Design is not just what it looks like and feels like. Design is how it works. Design is the fundamental soul of a human-made creation that ends up expressing itself in successive outer layers of the product or service.

“The fundamental soul of a human-made creation…” – these words would sound familiar coming from someone talking about a breathtaking work of art, but they are unparalleled coming from a CEO talking about his company’s products.

3. Products for Art Delivery. Other companies have conceived of their hardware and software in technical terms: digital processors for transmission of audio streams and video streams, custodians only of bits and bytes. With iTunes, the iTunes Store, the iPod and now the Apple TV, Apple has instead aligned its vision accurately with the values of its customers and its content providers: its mission is to deliver art, from artist to audience. So while other companies offered subscription services for music, thinking that art could be bought and sold by the pound, Apple alone realized that each album, each track, each video was a unique work of art, whose value was entirely in the eyes and ears of individual beholders.
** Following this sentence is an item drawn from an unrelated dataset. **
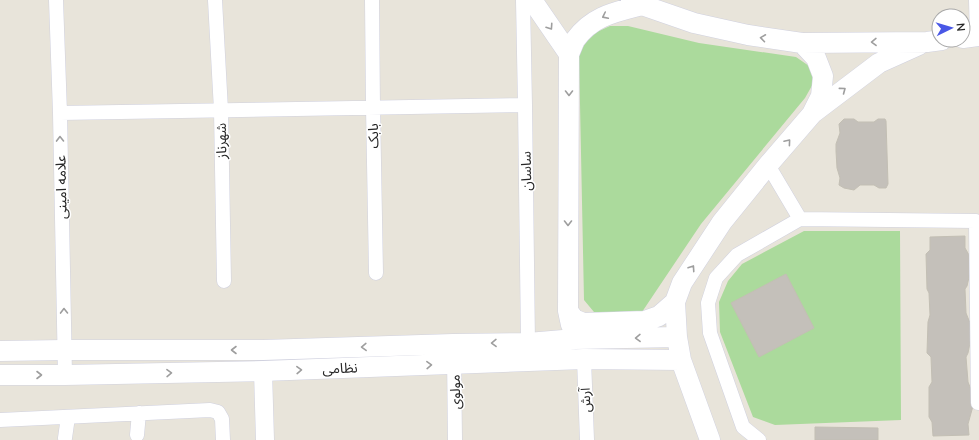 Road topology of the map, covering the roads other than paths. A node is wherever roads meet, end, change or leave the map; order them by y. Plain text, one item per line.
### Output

4. Apple as Artist’s Friend. Ask any painter why they picked a certain gallery to present their work, and one of the first things out of their mouth will be the appreciation the gallery owner had for the value of their work.

Essentially the same principle explains why Apple was able to strike a deal with record companies to launch the iTunes Store, where other companies had tried and failed.
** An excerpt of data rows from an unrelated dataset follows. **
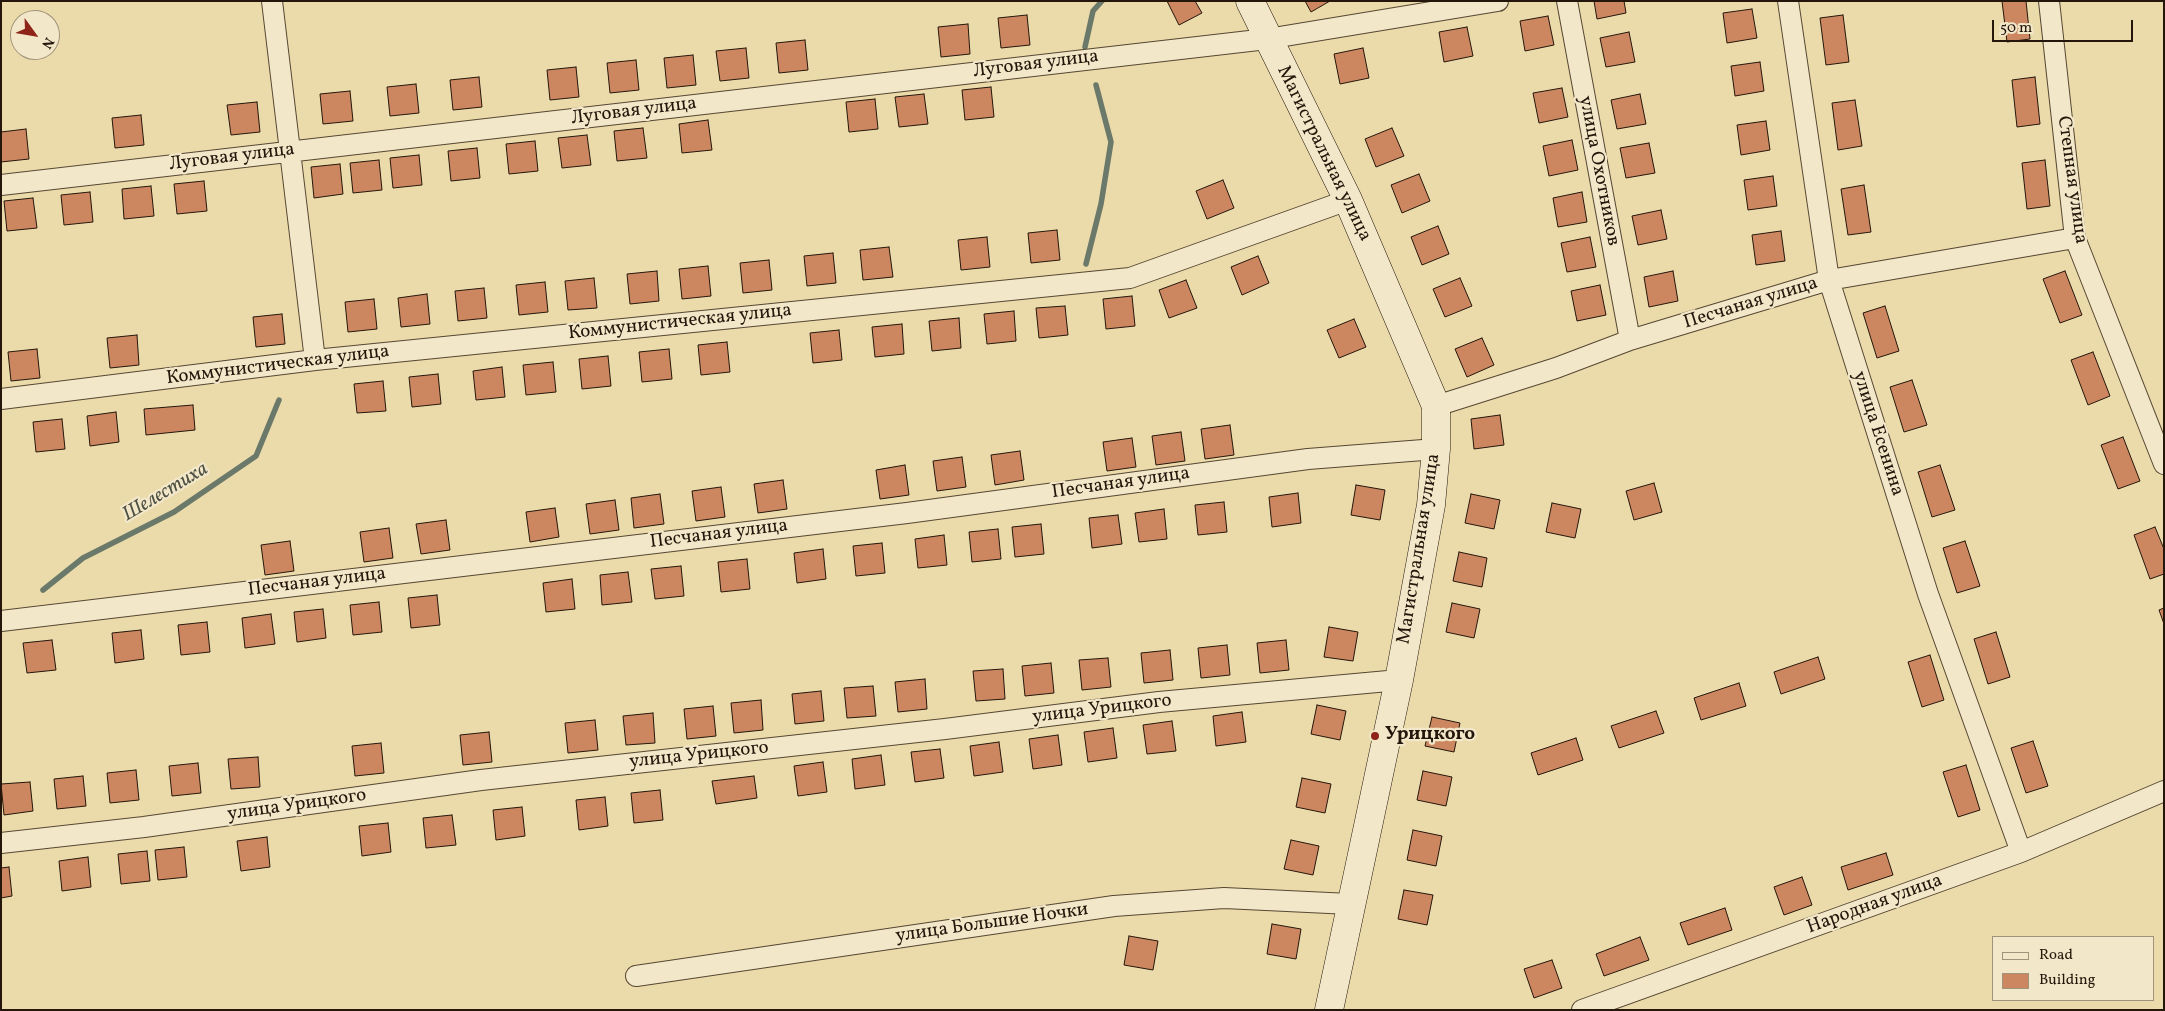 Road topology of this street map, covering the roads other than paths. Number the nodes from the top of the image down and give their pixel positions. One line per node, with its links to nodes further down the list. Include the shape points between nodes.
1 (272, 1): 8 (street)
2 (1250, 1): 7 (street, Магистральная улица)
3 (1498, 1): 7 (street)
4 (1567, 1): 13 (street, улица Охотников)
5 (1788, 1): 12 (street, улица Есенина)
6 (2048, 1): 11 (street, Степная улица)
7 (1267, 39): 8 (street, Луговая улица); 10 (street, Магистральная улица)
8 (292, 152): 9 (street, Луговая улица); 14 (street)
9 (1, 185)
10 (1348, 200): 14 (street, Коммунистическая улица, via 1130,278); 16 (street, Магистральная улица)
11 (2075, 238): 12 (street, Песчаная улица); 18 (street, Степная улица)
12 (1829, 280): 13 (street, Песчаная улица); 23 (street, улица Есенина, via 1928,594)
13 (1630, 340): 16 (street, Песчаная улица, via 1556,368)
14 (315, 360): 15 (street, Коммунистическая улица)
15 (1, 399)
16 (1436, 406): 17 (street, Магистральная улица)
17 (1436, 449): 19 (street, Песчаная улица, via 1308,459 897,514); 20 (street, Магистральная улица, via 1431,505)
18 (2164, 464)
19 (1, 621)
20 (1399, 680): 22 (street, улица Урицкого, via 1159,702 482,780 144,827); 24 (street, Магистральная улица)
21 (2164, 791): 23 (street, Народная улица)
22 (1, 843)
23 (2021, 852): 27 (street, Народная улица)
24 (1350, 904): 25 (street, улица Большие Ночки, via 1224,898 1114,906); 26 (street, Магистральная улица)
25 (636, 976)
26 (1328, 1010)
27 (1582, 1010)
The extent of Apple’s influence in this sphere is hard to overstate. Apple has recently been the target of many complaints about the proprietary and closed nature of its digital rights management scheme (meaning that only Apple products can play material purchased from the iTunes store). Steve Jobs responded to his company’s critics with a suggestion of his own, posted on the Apple Web site, characteristically titled “Thoughts on Music”. His idea? To remove all digital rights management and allow all content to be copied without technical restraints.

After Jobs’ thoughts were posted on the Web, one could almost hear the collective intake of breath from around the world: was he mad? The major recording companies agreeing to release their collective stranglehold on copy protection for their catalogs? This would be akin to the British navy turning over their entire fleet to Blackbeard. What could he be thinking?
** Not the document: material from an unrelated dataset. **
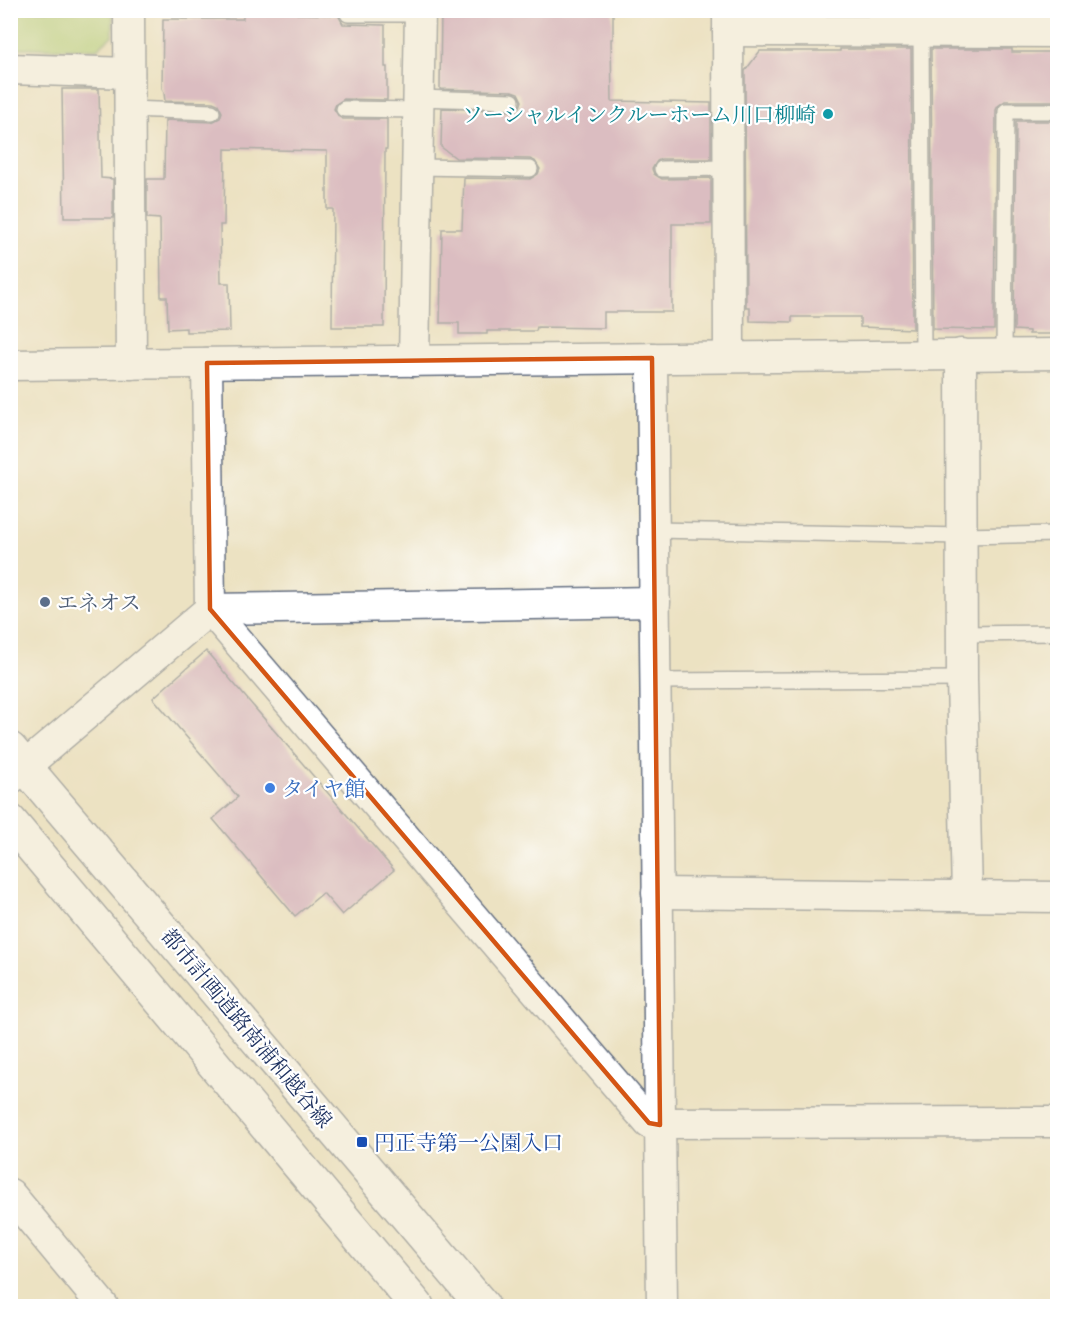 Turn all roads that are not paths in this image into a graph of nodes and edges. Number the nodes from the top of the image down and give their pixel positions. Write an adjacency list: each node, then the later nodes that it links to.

Steve Jobs posted his thoughts on February 6, 2007. On April 2, Apple announced a breakthrough deal with EMI records that would make their entire catalog DRM-free, at a higher audio quality, and at a slightly higher price. There is probably no other CEO in the world who could have brokered such a deal.

So, if Bill Gates, Michael Dell and other competing CEOs wish some advice on how to counter Apple’s increasing success, they might consider these words from author and painter Henry Miller, writing in 1957:

Men are not suffering from the lack of good literature, good art, good theatre, good music, but from that which has made it impossible for these to become manifest. In short, they are suffering from the silent, shameful conspiracy (the more shameful since it is unacknowledged) which has bound them together as enemies of art and artist. They are suffering from the fact that art is not the primary moving force in their lives. They are suffering from the act, repeated daily, of keeping up the pretense that they can go their way, lead their lives, without art.